Given that Lifco has a market capitalization of 88.7 billion kr, it is hard to believe that these liabilities pose a threat. However, we think it’s worth keeping an eye on the strength of its balance sheet, as it can change over time.

We use two main ratios to inform us about debt to earnings levels. The first is net debt divided by earnings before interest, taxes, depreciation and amortization (EBITDA), while the second is how often its earnings before interest and taxes (EBIT) covers its interest expense (or its interests, for short). In this way, we consider both the absolute amount of debt, as well as the interest rates paid on it.

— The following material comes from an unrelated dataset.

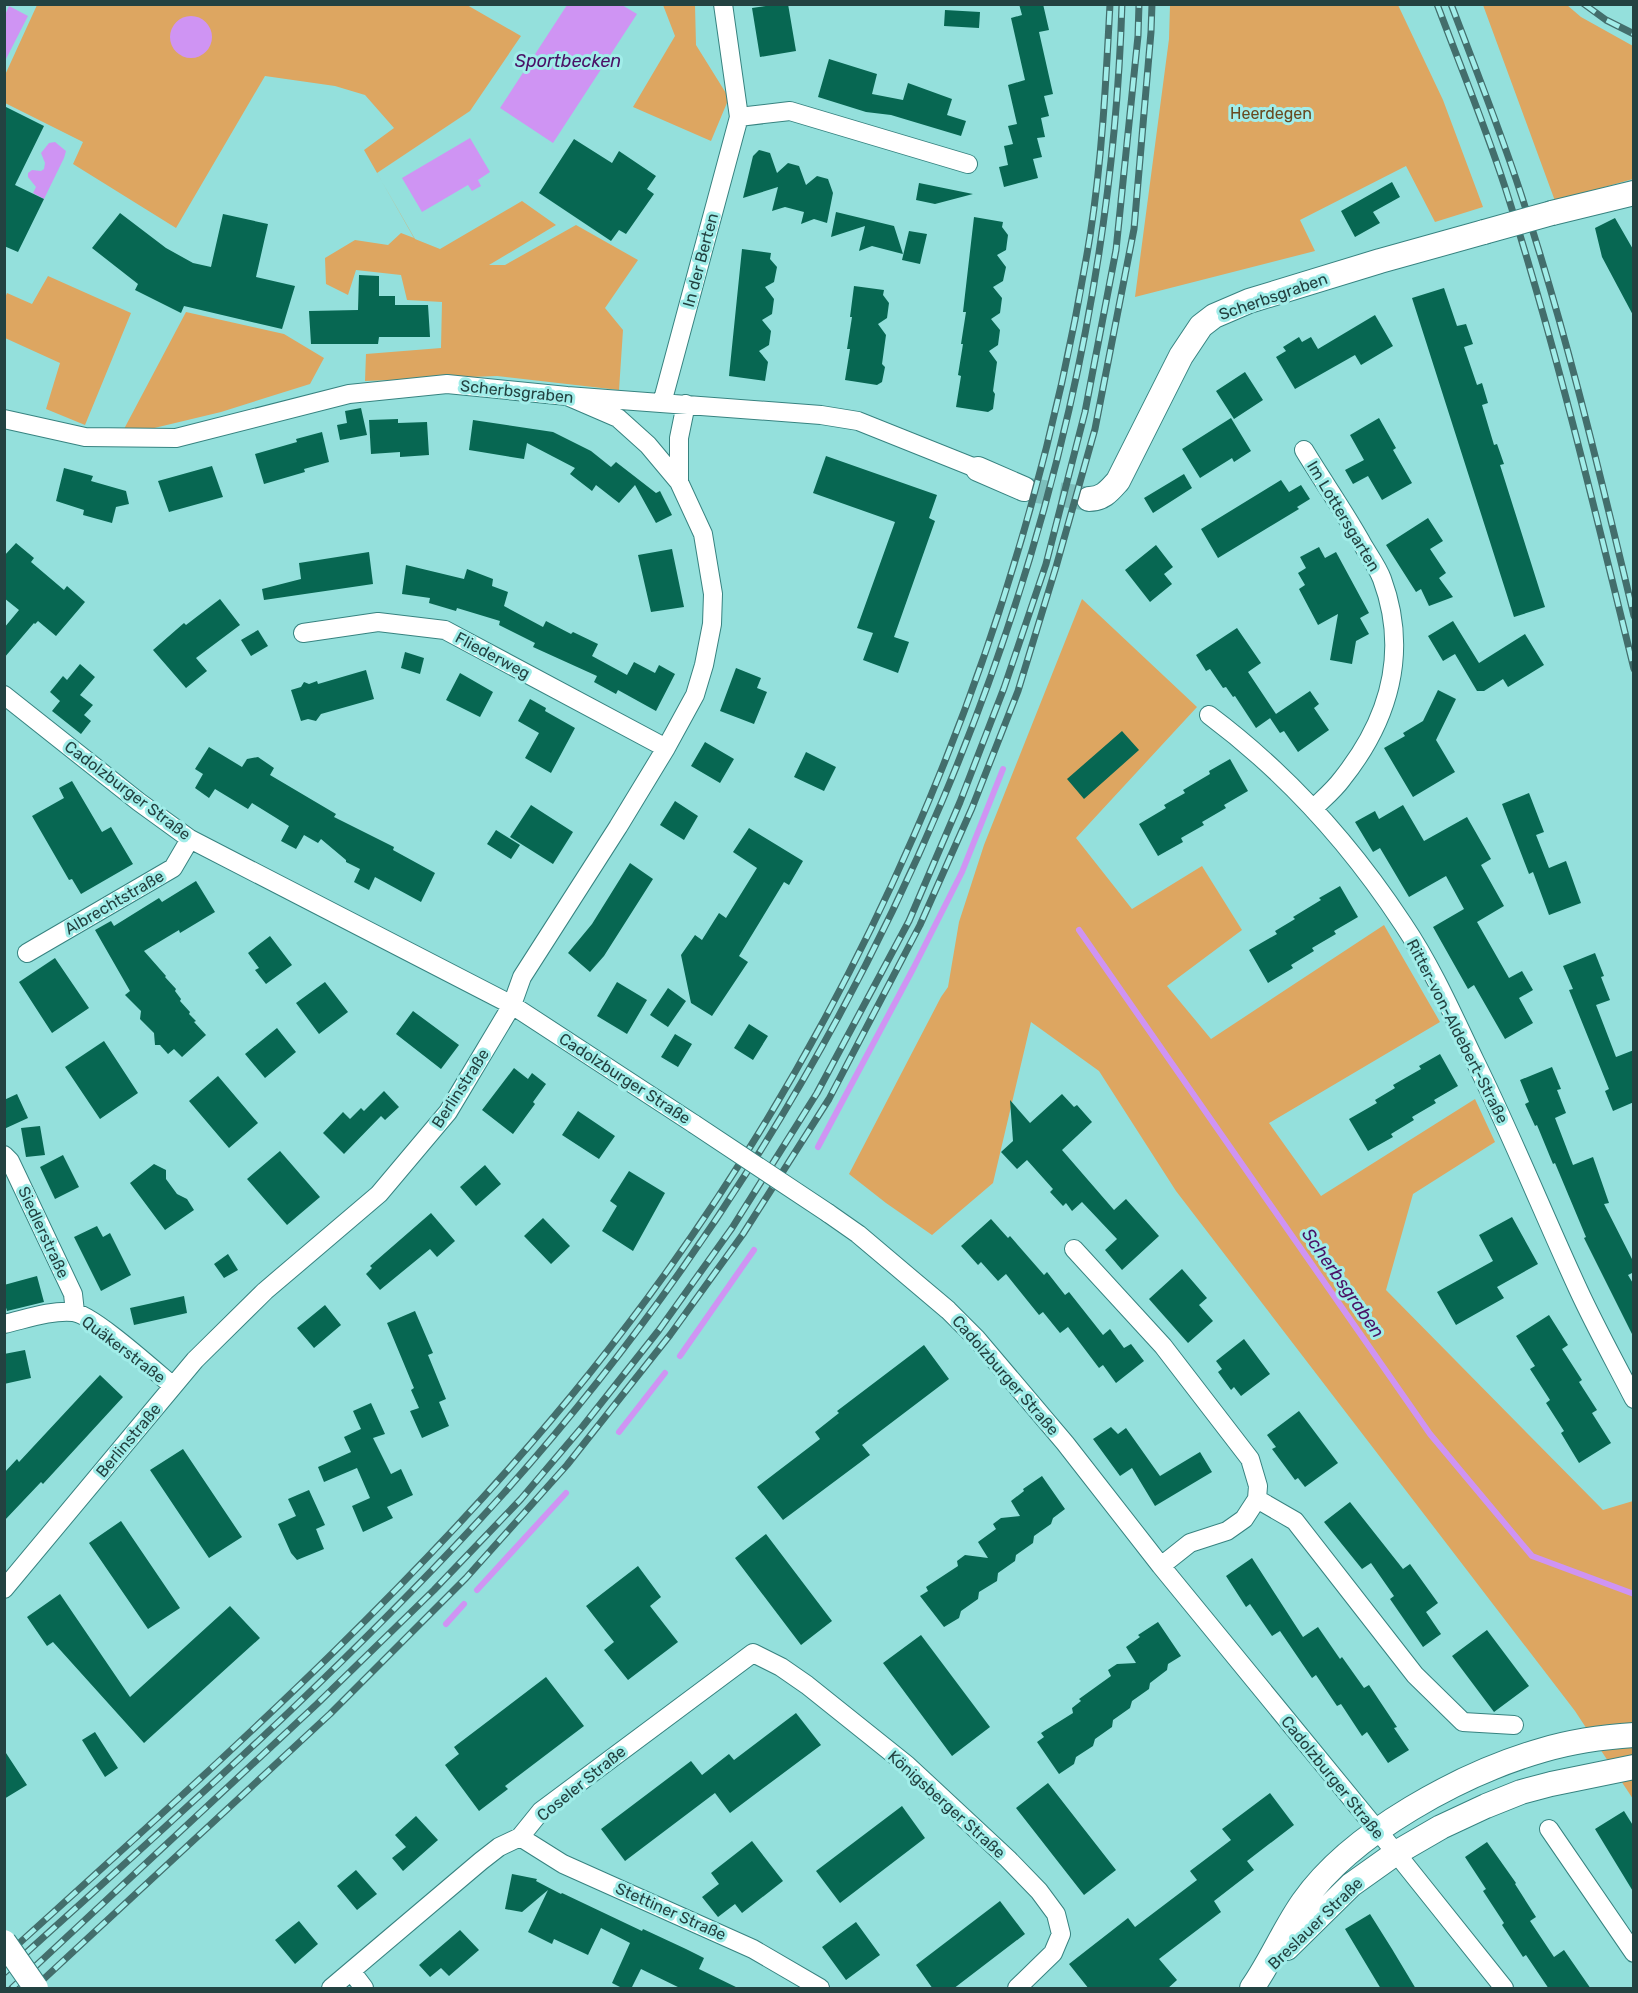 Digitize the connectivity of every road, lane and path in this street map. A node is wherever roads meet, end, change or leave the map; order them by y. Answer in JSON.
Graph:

Lifco has a low net debt to EBITDA ratio of just 1.2. And its EBIT covers its interest charges 51.6 times. So we’re pretty relaxed about his super-conservative use of debt. On top of that, Lifco has grown its EBIT by 39% over the last twelve months, and this growth will make it easier to manage its debt. The balance sheet is clearly the area to focus on when analyzing debt. But it is future earnings, more than anything, that will determine Lifco’s ability to maintain a healthy balance sheet in the future. So if you are focused on the future, you can check out this free report showing analyst earnings forecast.

But our last consideration is also important, because a company cannot pay debt with paper profits; he needs cash. So the logical step is to look at what proportion of that EBIT is actual free cash flow. Over the past three years, Lifco has recorded free cash flow of 89% of its EBIT, which is higher than what we would normally expect. This puts him in a very strong position to repay his debt.

Our point of view

The good news is that Lifco’s demonstrated ability to cover its interest charges with its EBIT delights us like a fluffy puppy does a toddler. And this is only the beginning of good news since its conversion of EBIT into free cash flow is also very pleasing. Overall, we don’t think Lifco is taking bad risks, as its leverage looks modest. So we are not worried about using a little leverage on the balance sheet. The balance sheet is clearly the area to focus on when analyzing debt. But at the end of the day, every business can contain risks that exist outside of the balance sheet. For example – Lifco has 2 warning signs we think you should know.

In the end, it’s often best to focus on companies that aren’t in debt. You can access our special list of these companies (all with a track record of earnings growth). It’s free.

This Simply Wall St article is general in nature. We provide commentary based on historical data and analyst forecasts only using unbiased methodology and our articles are not intended to be financial advice. It is not a recommendation to buy or sell stocks and does not take into account your objectives or financial situation. Our goal is to bring you targeted long-term analysis based on fundamental data. Note that our analysis may not take into account the latest announcements from price-sensitive companies or qualitative materials. Simply Wall St has no position in the stocks mentioned.